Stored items
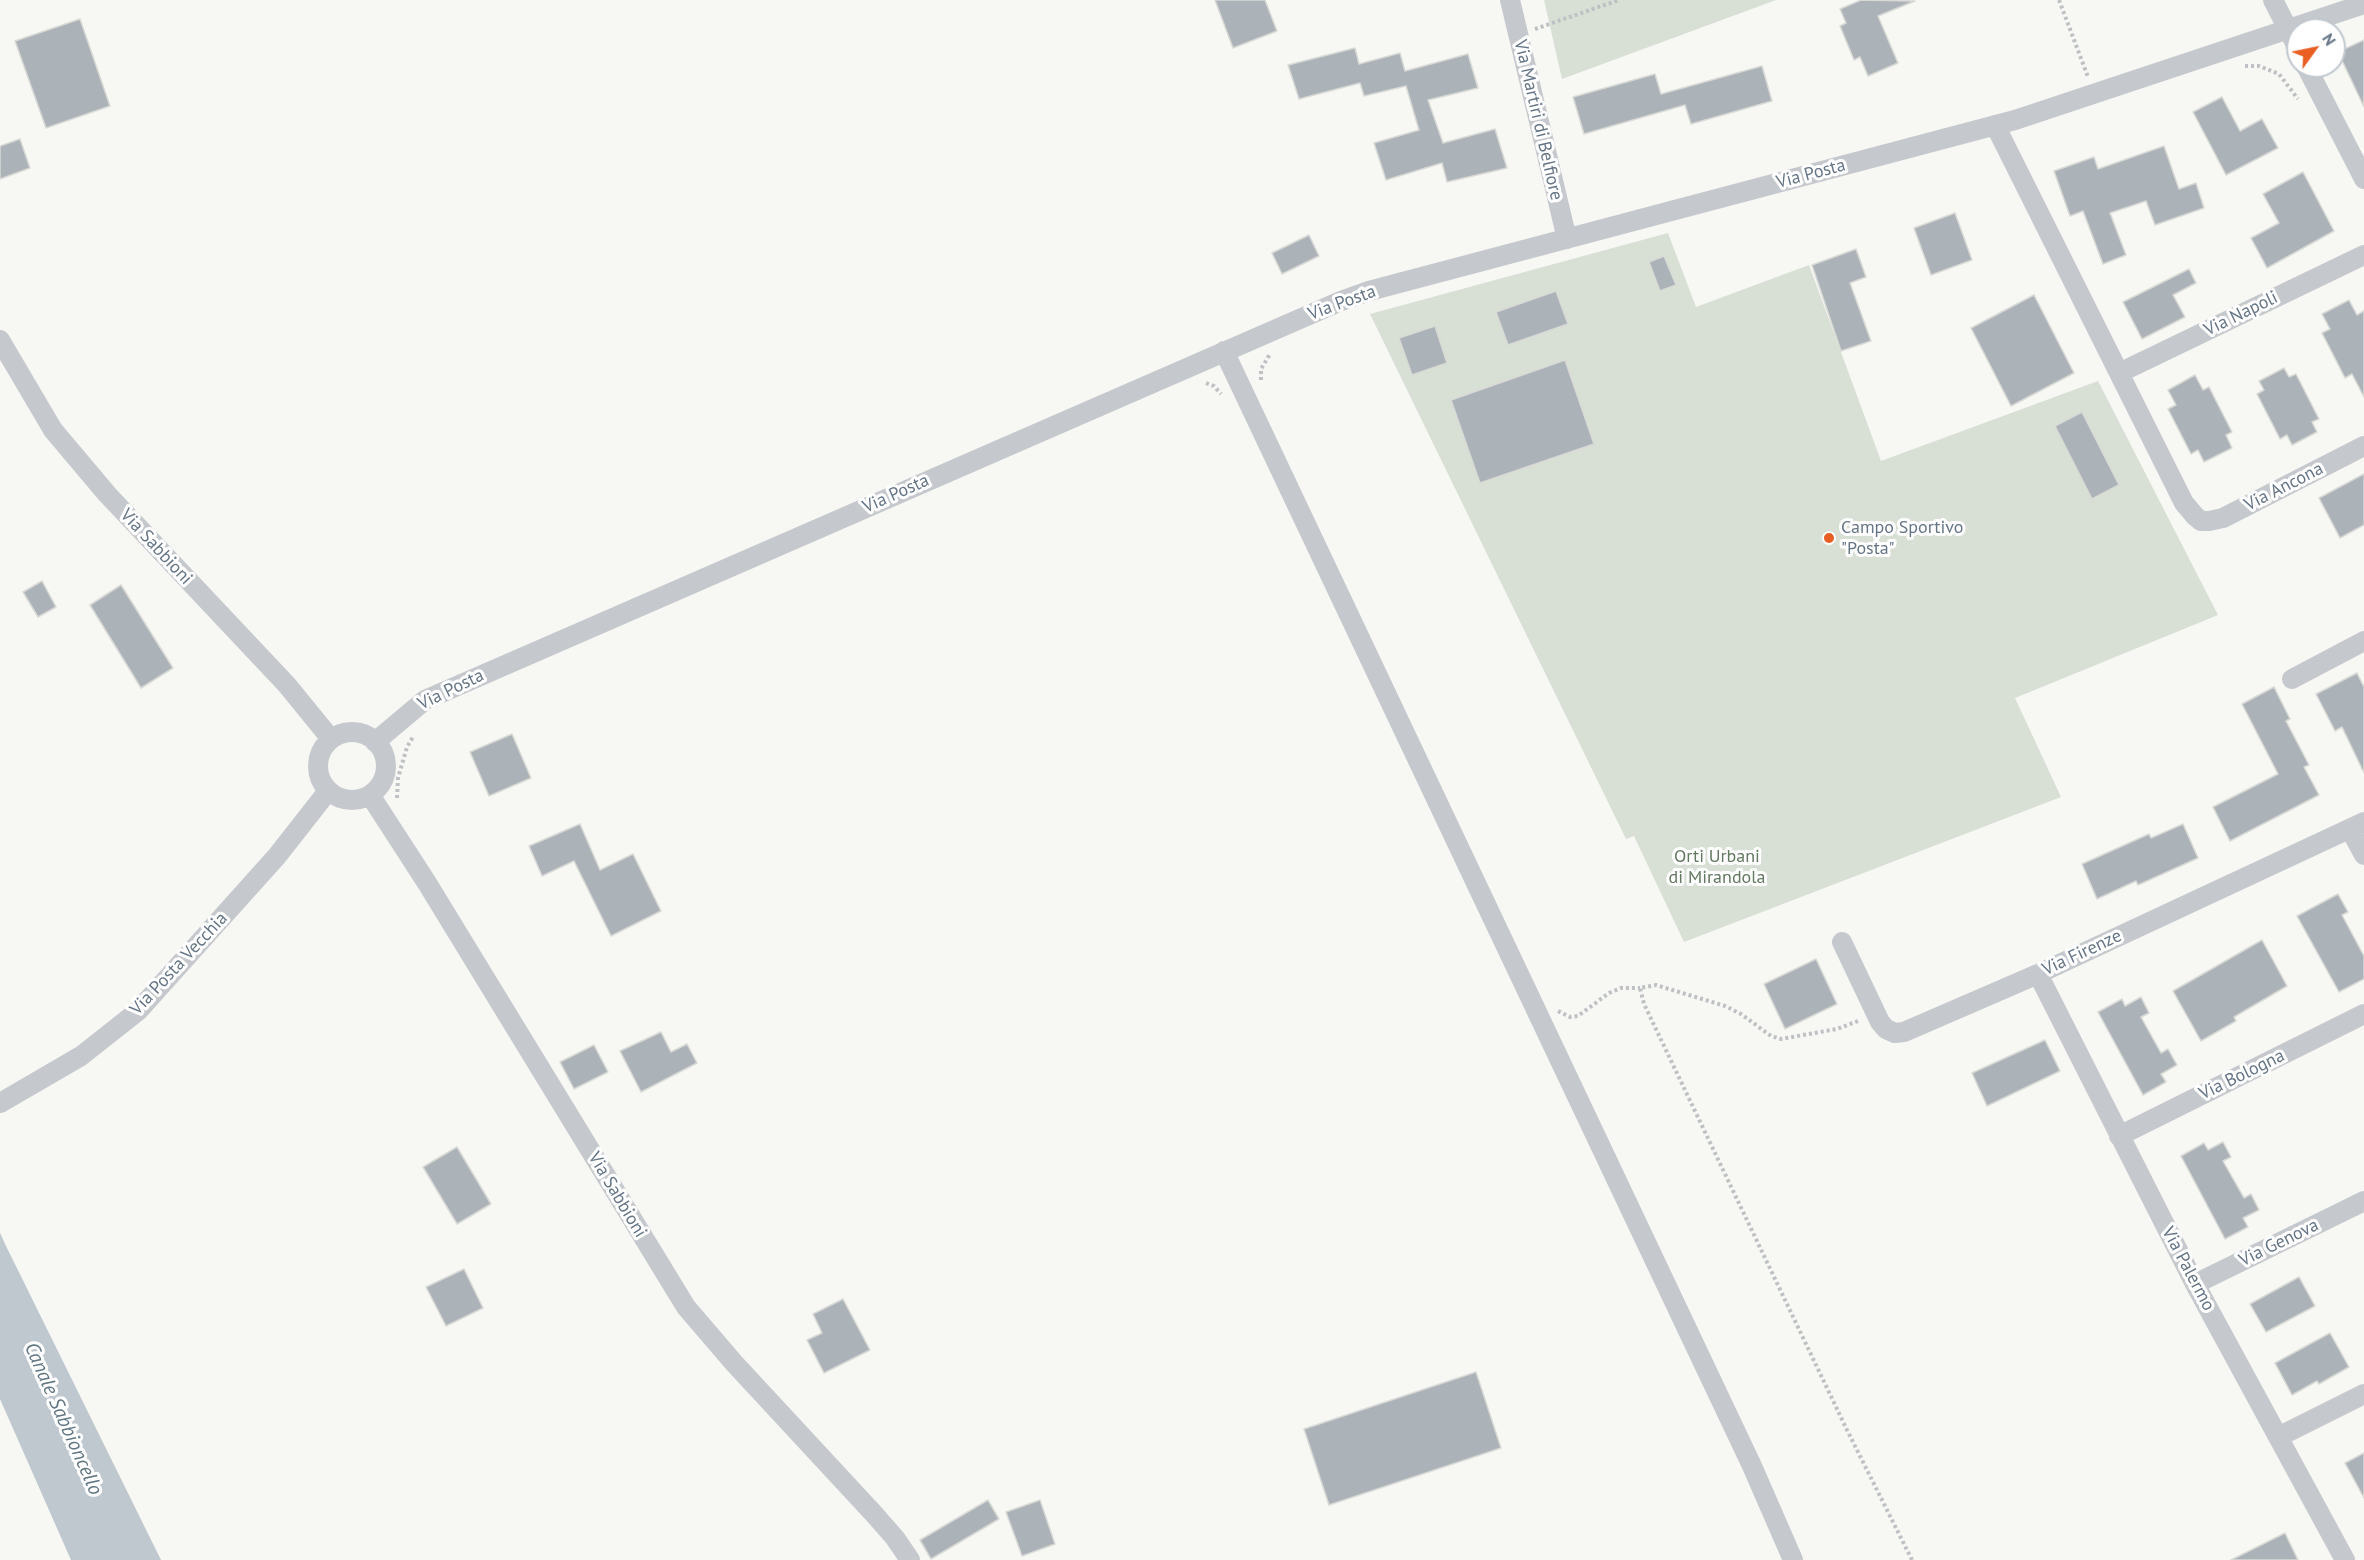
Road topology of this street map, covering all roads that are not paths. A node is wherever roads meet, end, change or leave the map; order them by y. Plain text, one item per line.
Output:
1 (1510, 0) edge
2 (2273, 0) edge
3 (2364, 4) edge
4 (2323, 18) edge
5 (2286, 26) edge
6 (2286, 31) edge
7 (2312, 78) edge
8 (1995, 126) junction
9 (2364, 179) edge
10 (1567, 239) junction
11 (2364, 255) edge
12 (0, 340) edge
13 (1224, 351) junction
14 (2119, 373) junction
15 (2364, 446) edge
16 (2364, 641) edge
17 (2292, 679) dead end
18 (331, 739) junction
19 (375, 742) junction
20 (328, 791) junction
21 (370, 795) junction
22 (2357, 826) edge
23 (2364, 855) edge
24 (1842, 942) dead end
25 (2038, 974) junction
26 (2364, 1014) edge
27 (0, 1102) edge
28 (2119, 1136) junction
29 (2364, 1201) edge
30 (2194, 1284) junction
31 (2364, 1394) edge
32 (2278, 1437) junction
33 (910, 1560) edge
34 (1793, 1560) edge
35 (2345, 1560) edge

1 - 10 street, Via Martiri di Belfiore
2 - 5 street
3 - 4 street, Via Posta
6 - 8 street, Via Posta
7 - 9 street
8 - 10 street, Via Posta
8 - 14 street
10 - 13 street, Via Posta
11 - 14 street, Via Napoli
12 - 18 street, Via Sabbioni
13 - 19 street, Via Posta
13 - 34 street
14 - 15 street, Via Ancona
16 - 17 street
18 - 19 street
18 - 20 street
19 - 21 street
20 - 21 street
20 - 27 street, Via Posta Vecchia
21 - 33 street, Via Sabbioni
22 - 23 street
22 - 25 street, Via Firenze
24 - 25 street, Via Firenze
25 - 28 street, Via Palermo
26 - 28 street, Via Bologna
28 - 30 street, Via Palermo
29 - 30 street, Via Genova
30 - 32 street, Via Palermo
31 - 32 street
32 - 35 street, Via Palermo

### REQUIRED WORK
Give the records again exactly, minus the pictures.

### SOLUTION TO THE EXERCISE
Road topology of this street map, covering all roads that are not paths. A node is wherever roads meet, end, change or leave the map; order them by y. Plain text, one item per line.
Output:
1 (1510, 0) edge
2 (2273, 0) edge
3 (2364, 4) edge
4 (2323, 18) edge
5 (2286, 26) edge
6 (2286, 31) edge
7 (2312, 78) edge
8 (1995, 126) junction
9 (2364, 179) edge
10 (1567, 239) junction
11 (2364, 255) edge
12 (0, 340) edge
13 (1224, 351) junction
14 (2119, 373) junction
15 (2364, 446) edge
16 (2364, 641) edge
17 (2292, 679) dead end
18 (331, 739) junction
19 (375, 742) junction
20 (328, 791) junction
21 (370, 795) junction
22 (2357, 826) edge
23 (2364, 855) edge
24 (1842, 942) dead end
25 (2038, 974) junction
26 (2364, 1014) edge
27 (0, 1102) edge
28 (2119, 1136) junction
29 (2364, 1201) edge
30 (2194, 1284) junction
31 (2364, 1394) edge
32 (2278, 1437) junction
33 (910, 1560) edge
34 (1793, 1560) edge
35 (2345, 1560) edge

1 - 10 street, Via Martiri di Belfiore
2 - 5 street
3 - 4 street, Via Posta
6 - 8 street, Via Posta
7 - 9 street
8 - 10 street, Via Posta
8 - 14 street
10 - 13 street, Via Posta
11 - 14 street, Via Napoli
12 - 18 street, Via Sabbioni
13 - 19 street, Via Posta
13 - 34 street
14 - 15 street, Via Ancona
16 - 17 street
18 - 19 street
18 - 20 street
19 - 21 street
20 - 21 street
20 - 27 street, Via Posta Vecchia
21 - 33 street, Via Sabbioni
22 - 23 street
22 - 25 street, Via Firenze
24 - 25 street, Via Firenze
25 - 28 street, Via Palermo
26 - 28 street, Via Bologna
28 - 30 street, Via Palermo
29 - 30 street, Via Genova
30 - 32 street, Via Palermo
31 - 32 street
32 - 35 street, Via Palermo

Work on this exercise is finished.